LE CONSEIL CONSTTUTIONNEL RÈGNE EN MAÎTRE SUR LA POLITIQUE D’IMMIGRATION ET SE PRÉTEND APOLITIQUE
ILLUSTRATION :
« Nous avons obligation de regarder si oui ou non il y a un lien entre l’amendement et le texte initial. Quand il n’y a pas de lien, nous sommes obligés de dire que c’est inconstitutionnel », a-t-il expliqué, après la décision prise par le Conseil constitutionnel de censurer 35 articles sur 81.
« Ça ne veut pas dire que la disposition, sur le fond, nous la censurons, elle peut revenir sur le fond et à ce moment là, nous dirons ce que nous en pensons », précise-t-il, assurant ne pas vouloir « entrer dans une controverse avec tel ou tel dirigeant politique ». M. FABIUS
Une interprétation présidentialiste de la Constitution (M.À.J.)
Les sages de la rue de Montpensier ont une jurisprudence relativement constante en la matière depuis 2008. Et il est vrai que, depuis son origine, le Conseil développe une interprétation présidentialiste de la Constitution.
« En censurant 35 mesures de la loi immigration, les juges du Palais-Royal confirment leur refus de se borner au contrôle de la constitutionnalité. Cette décision est une aubaine pour les critiques qui jugent nécessaire de changer la Constitution si la France souhaite maîtriser sa politique migratoire. « ( ARTICLE 1 )
Anne-Marie Le Pourhiet, professeur émérite de droit public, analyse la décision du 25 janvier du Conseil constitutionnel, qui a censuré 35 articles sur les 86 que comportait la loi immigration. Elle déplore un usage à géométrie variable de l’article 45 de la Constitution par les Sages. ( ARTICLE 2 )
« Les sages auraient dû aller plus loin : ils auraient dû affirmer que les dispositions censurées n’étaient pas seulement des cavaliers législatifs mais des missiles législatifs téléguidés pour détruire la Déclaration des droits de l’homme et du citoyen, affirme le professeur de droit public. » ( ARTICLE 3 )
« Le Conseil constitutionnel a examiné 45 articles du texte sur 86. Il en reste 41 qui vont être promulgués sans avoir été examinés et sont donc susceptibles d’autres saisines. « ( ARTICLE 4 )
METAHODOS VOUS PROPOSE QUATRE ARTICLES :
1. « Loi immigration : le Conseil constitutionnel ou le nouveau coup d’État permanent – Un peu de sagesse ! «
2. ARTICLE : Loi immigration : « Neuf juges peuvent donc balayer d’un revers de manche un énorme travail parlementaire »
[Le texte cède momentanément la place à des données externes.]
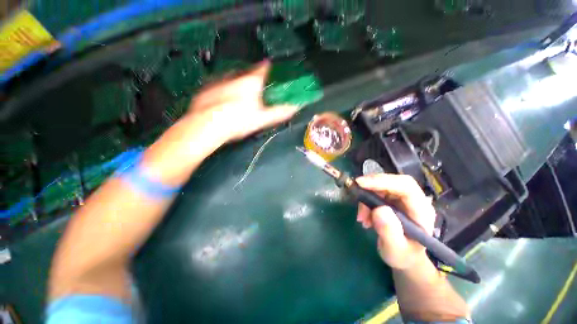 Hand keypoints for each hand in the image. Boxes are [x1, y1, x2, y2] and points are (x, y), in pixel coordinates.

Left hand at [184, 61, 298, 143]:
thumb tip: (295, 107)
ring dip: (239, 84)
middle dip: (253, 79)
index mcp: (251, 82)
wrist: (207, 125)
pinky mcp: (207, 87)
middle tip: (256, 91)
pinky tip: (225, 102)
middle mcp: (235, 76)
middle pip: (248, 73)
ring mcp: (220, 80)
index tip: (270, 69)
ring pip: (233, 78)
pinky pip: (220, 84)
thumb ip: (279, 112)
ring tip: (240, 98)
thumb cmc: (239, 121)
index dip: (268, 68)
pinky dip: (225, 90)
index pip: (263, 68)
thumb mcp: (262, 119)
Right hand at [355, 174, 435, 269]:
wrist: (405, 257)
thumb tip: (379, 209)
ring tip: (362, 217)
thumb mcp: (395, 250)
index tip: (361, 183)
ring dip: (367, 198)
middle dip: (371, 187)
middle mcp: (414, 200)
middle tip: (356, 193)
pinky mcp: (392, 200)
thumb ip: (389, 232)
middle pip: (392, 182)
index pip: (405, 186)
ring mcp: (402, 199)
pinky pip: (376, 193)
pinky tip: (365, 217)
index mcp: (422, 210)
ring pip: (381, 186)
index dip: (383, 181)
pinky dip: (366, 202)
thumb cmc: (403, 256)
3. ARTICLE : Le Conseil constitutionnel sur la loi immigration : une décision un peu trop cavalière, par Dominique Rousseau
4. ARTICLE ; Pourquoi la censure de la loi immigration par le Conseil constitutionnel n’est peut-être pas terminée
1. « Loi immigration : le Conseil constitutionnel ou le nouveau coup d’État permanent – Un peu de sagesse ! «
TITRE MARIANNE Hadrien Mathoux 26/01/2024 QUI POURSUIT :
« En censurant 35 mesures de la loi immigration, les juges du Palais-Royal confirment leur refus de se borner au contrôle de la constitutionnalité. Cette décision est une aubaine pour les critiques qui jugent nécessaire de changer la Constitution si la France souhaite maîtriser sa politique migratoire.
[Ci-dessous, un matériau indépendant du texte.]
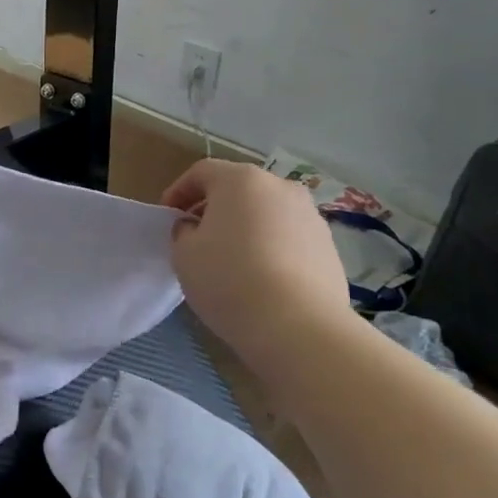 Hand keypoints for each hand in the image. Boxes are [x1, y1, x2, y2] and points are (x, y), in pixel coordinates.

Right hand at [161, 159, 354, 362]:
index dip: (179, 191)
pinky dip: (271, 248)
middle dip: (215, 208)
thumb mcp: (184, 255)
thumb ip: (183, 232)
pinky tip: (261, 278)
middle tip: (197, 236)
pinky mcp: (329, 247)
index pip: (202, 172)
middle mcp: (280, 187)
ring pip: (267, 213)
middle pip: (239, 189)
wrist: (298, 325)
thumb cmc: (229, 279)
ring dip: (246, 227)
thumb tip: (195, 228)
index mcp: (241, 180)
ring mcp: (311, 216)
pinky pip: (289, 238)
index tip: (168, 217)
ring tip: (232, 260)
Il y a bien longtemps que le mot du général de Gaulle selon lequel « en France, la Cour suprême, c’est le peuple », ne décrit plus l’état des institutions de notre pays. En censurant 40 % de la loi immigration, dont de nombreuses mesures clefs votées par l’Assemblée et le Sénat en décembre dernier, les juges de la rue de Montpensier ont à nouveau montré à quel point cette Cour suprême à la française a échappé au contrôle des rédacteurs de la Constitution de la Ve République, pour jouer un rôle éminemment politique…. »
2. ARTICLE : Loi immigration : « Neuf juges peuvent donc balayer d’un revers de manche un énorme travail parlementaire »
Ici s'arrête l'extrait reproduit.